- Opening Delimiter -

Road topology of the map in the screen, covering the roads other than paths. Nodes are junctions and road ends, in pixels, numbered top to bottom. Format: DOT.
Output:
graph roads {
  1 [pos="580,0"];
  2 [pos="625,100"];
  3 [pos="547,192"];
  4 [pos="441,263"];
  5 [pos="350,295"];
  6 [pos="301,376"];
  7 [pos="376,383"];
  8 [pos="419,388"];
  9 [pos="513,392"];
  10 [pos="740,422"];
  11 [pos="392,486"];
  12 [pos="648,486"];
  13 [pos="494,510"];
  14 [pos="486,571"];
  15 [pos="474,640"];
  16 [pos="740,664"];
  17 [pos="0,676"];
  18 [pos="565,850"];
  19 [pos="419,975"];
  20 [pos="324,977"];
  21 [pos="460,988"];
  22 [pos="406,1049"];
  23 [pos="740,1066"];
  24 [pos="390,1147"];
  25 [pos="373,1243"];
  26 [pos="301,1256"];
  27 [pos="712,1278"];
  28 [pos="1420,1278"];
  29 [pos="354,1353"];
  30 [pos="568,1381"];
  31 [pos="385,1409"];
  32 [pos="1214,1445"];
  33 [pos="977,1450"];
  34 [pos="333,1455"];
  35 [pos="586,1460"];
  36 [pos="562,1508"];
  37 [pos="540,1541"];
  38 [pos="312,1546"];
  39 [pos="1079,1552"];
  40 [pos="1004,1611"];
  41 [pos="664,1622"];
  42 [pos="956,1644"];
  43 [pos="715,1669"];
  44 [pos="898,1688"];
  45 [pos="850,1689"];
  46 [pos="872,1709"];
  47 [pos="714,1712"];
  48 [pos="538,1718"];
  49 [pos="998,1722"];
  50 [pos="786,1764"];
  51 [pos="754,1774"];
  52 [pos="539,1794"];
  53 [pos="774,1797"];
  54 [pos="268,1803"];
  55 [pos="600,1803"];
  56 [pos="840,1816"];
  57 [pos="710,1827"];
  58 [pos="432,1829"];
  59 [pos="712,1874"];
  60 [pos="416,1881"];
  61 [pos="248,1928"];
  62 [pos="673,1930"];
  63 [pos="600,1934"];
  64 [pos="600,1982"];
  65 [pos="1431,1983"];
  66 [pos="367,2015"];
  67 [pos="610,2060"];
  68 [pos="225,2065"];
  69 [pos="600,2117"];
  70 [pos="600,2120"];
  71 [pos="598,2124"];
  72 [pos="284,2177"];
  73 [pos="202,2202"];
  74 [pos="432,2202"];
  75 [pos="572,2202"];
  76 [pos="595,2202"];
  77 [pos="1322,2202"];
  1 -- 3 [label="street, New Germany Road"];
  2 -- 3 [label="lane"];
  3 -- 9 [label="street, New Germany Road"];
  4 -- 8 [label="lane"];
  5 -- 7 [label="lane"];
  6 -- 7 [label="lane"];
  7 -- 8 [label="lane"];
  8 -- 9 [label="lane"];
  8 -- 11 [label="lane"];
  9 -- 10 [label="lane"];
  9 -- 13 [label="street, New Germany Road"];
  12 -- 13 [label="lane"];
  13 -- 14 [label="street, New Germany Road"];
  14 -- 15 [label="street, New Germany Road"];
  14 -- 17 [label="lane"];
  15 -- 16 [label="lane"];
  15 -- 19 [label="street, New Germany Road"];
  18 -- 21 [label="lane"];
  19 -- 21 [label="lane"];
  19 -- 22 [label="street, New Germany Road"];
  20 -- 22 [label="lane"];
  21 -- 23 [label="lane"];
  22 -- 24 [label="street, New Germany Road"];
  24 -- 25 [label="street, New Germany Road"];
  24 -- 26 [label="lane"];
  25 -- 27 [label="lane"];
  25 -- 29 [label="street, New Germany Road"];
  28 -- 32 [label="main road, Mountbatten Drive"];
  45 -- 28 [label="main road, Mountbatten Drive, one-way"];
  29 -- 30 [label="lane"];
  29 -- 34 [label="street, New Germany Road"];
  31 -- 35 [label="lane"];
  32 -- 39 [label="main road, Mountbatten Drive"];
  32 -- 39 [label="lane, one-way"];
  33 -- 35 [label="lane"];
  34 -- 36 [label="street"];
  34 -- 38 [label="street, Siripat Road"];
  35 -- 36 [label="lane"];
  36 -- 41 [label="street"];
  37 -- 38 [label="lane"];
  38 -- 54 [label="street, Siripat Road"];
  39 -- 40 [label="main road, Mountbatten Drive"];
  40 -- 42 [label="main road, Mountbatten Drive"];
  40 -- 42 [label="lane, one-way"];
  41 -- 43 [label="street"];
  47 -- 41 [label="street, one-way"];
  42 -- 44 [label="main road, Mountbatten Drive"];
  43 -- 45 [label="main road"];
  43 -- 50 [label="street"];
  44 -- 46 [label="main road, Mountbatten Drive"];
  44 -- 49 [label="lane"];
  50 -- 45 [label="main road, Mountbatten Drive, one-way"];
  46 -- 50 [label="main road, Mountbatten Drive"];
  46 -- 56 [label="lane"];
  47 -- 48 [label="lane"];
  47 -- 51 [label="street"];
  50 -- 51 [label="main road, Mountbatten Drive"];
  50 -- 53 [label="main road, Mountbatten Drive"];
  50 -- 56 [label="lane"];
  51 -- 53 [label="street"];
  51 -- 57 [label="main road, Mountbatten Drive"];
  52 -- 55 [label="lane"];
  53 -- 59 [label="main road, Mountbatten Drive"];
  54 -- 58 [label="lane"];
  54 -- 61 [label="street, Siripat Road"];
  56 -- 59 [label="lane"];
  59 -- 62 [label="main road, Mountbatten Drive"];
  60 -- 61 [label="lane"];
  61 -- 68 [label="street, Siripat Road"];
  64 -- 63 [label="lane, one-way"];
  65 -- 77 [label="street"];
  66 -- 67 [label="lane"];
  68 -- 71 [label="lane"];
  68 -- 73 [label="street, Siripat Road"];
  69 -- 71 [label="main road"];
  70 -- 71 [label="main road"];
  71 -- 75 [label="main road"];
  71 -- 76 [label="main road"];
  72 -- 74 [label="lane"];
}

- Closing Delimiter -

WORK REQUIRED —
Each and every record above needs writing out exactly.

EXPECTED ANSWER —
Road topology of the map in the screen, covering the roads other than paths. Nodes are junctions and road ends, in pixels, numbered top to bottom. Format: DOT.
Output:
graph roads {
  1 [pos="580,0"];
  2 [pos="625,100"];
  3 [pos="547,192"];
  4 [pos="441,263"];
  5 [pos="350,295"];
  6 [pos="301,376"];
  7 [pos="376,383"];
  8 [pos="419,388"];
  9 [pos="513,392"];
  10 [pos="740,422"];
  11 [pos="392,486"];
  12 [pos="648,486"];
  13 [pos="494,510"];
  14 [pos="486,571"];
  15 [pos="474,640"];
  16 [pos="740,664"];
  17 [pos="0,676"];
  18 [pos="565,850"];
  19 [pos="419,975"];
  20 [pos="324,977"];
  21 [pos="460,988"];
  22 [pos="406,1049"];
  23 [pos="740,1066"];
  24 [pos="390,1147"];
  25 [pos="373,1243"];
  26 [pos="301,1256"];
  27 [pos="712,1278"];
  28 [pos="1420,1278"];
  29 [pos="354,1353"];
  30 [pos="568,1381"];
  31 [pos="385,1409"];
  32 [pos="1214,1445"];
  33 [pos="977,1450"];
  34 [pos="333,1455"];
  35 [pos="586,1460"];
  36 [pos="562,1508"];
  37 [pos="540,1541"];
  38 [pos="312,1546"];
  39 [pos="1079,1552"];
  40 [pos="1004,1611"];
  41 [pos="664,1622"];
  42 [pos="956,1644"];
  43 [pos="715,1669"];
  44 [pos="898,1688"];
  45 [pos="850,1689"];
  46 [pos="872,1709"];
  47 [pos="714,1712"];
  48 [pos="538,1718"];
  49 [pos="998,1722"];
  50 [pos="786,1764"];
  51 [pos="754,1774"];
  52 [pos="539,1794"];
  53 [pos="774,1797"];
  54 [pos="268,1803"];
  55 [pos="600,1803"];
  56 [pos="840,1816"];
  57 [pos="710,1827"];
  58 [pos="432,1829"];
  59 [pos="712,1874"];
  60 [pos="416,1881"];
  61 [pos="248,1928"];
  62 [pos="673,1930"];
  63 [pos="600,1934"];
  64 [pos="600,1982"];
  65 [pos="1431,1983"];
  66 [pos="367,2015"];
  67 [pos="610,2060"];
  68 [pos="225,2065"];
  69 [pos="600,2117"];
  70 [pos="600,2120"];
  71 [pos="598,2124"];
  72 [pos="284,2177"];
  73 [pos="202,2202"];
  74 [pos="432,2202"];
  75 [pos="572,2202"];
  76 [pos="595,2202"];
  77 [pos="1322,2202"];
  1 -- 3 [label="street, New Germany Road"];
  2 -- 3 [label="lane"];
  3 -- 9 [label="street, New Germany Road"];
  4 -- 8 [label="lane"];
  5 -- 7 [label="lane"];
  6 -- 7 [label="lane"];
  7 -- 8 [label="lane"];
  8 -- 9 [label="lane"];
  8 -- 11 [label="lane"];
  9 -- 10 [label="lane"];
  9 -- 13 [label="street, New Germany Road"];
  12 -- 13 [label="lane"];
  13 -- 14 [label="street, New Germany Road"];
  14 -- 15 [label="street, New Germany Road"];
  14 -- 17 [label="lane"];
  15 -- 16 [label="lane"];
  15 -- 19 [label="street, New Germany Road"];
  18 -- 21 [label="lane"];
  19 -- 21 [label="lane"];
  19 -- 22 [label="street, New Germany Road"];
  20 -- 22 [label="lane"];
  21 -- 23 [label="lane"];
  22 -- 24 [label="street, New Germany Road"];
  24 -- 25 [label="street, New Germany Road"];
  24 -- 26 [label="lane"];
  25 -- 27 [label="lane"];
  25 -- 29 [label="street, New Germany Road"];
  28 -- 32 [label="main road, Mountbatten Drive"];
  45 -- 28 [label="main road, Mountbatten Drive, one-way"];
  29 -- 30 [label="lane"];
  29 -- 34 [label="street, New Germany Road"];
  31 -- 35 [label="lane"];
  32 -- 39 [label="main road, Mountbatten Drive"];
  32 -- 39 [label="lane, one-way"];
  33 -- 35 [label="lane"];
  34 -- 36 [label="street"];
  34 -- 38 [label="street, Siripat Road"];
  35 -- 36 [label="lane"];
  36 -- 41 [label="street"];
  37 -- 38 [label="lane"];
  38 -- 54 [label="street, Siripat Road"];
  39 -- 40 [label="main road, Mountbatten Drive"];
  40 -- 42 [label="main road, Mountbatten Drive"];
  40 -- 42 [label="lane, one-way"];
  41 -- 43 [label="street"];
  47 -- 41 [label="street, one-way"];
  42 -- 44 [label="main road, Mountbatten Drive"];
  43 -- 45 [label="main road"];
  43 -- 50 [label="street"];
  44 -- 46 [label="main road, Mountbatten Drive"];
  44 -- 49 [label="lane"];
  50 -- 45 [label="main road, Mountbatten Drive, one-way"];
  46 -- 50 [label="main road, Mountbatten Drive"];
  46 -- 56 [label="lane"];
  47 -- 48 [label="lane"];
  47 -- 51 [label="street"];
  50 -- 51 [label="main road, Mountbatten Drive"];
  50 -- 53 [label="main road, Mountbatten Drive"];
  50 -- 56 [label="lane"];
  51 -- 53 [label="street"];
  51 -- 57 [label="main road, Mountbatten Drive"];
  52 -- 55 [label="lane"];
  53 -- 59 [label="main road, Mountbatten Drive"];
  54 -- 58 [label="lane"];
  54 -- 61 [label="street, Siripat Road"];
  56 -- 59 [label="lane"];
  59 -- 62 [label="main road, Mountbatten Drive"];
  60 -- 61 [label="lane"];
  61 -- 68 [label="street, Siripat Road"];
  64 -- 63 [label="lane, one-way"];
  65 -- 77 [label="street"];
  66 -- 67 [label="lane"];
  68 -- 71 [label="lane"];
  68 -- 73 [label="street, Siripat Road"];
  69 -- 71 [label="main road"];
  70 -- 71 [label="main road"];
  71 -- 75 [label="main road"];
  71 -- 76 [label="main road"];
  72 -- 74 [label="lane"];
}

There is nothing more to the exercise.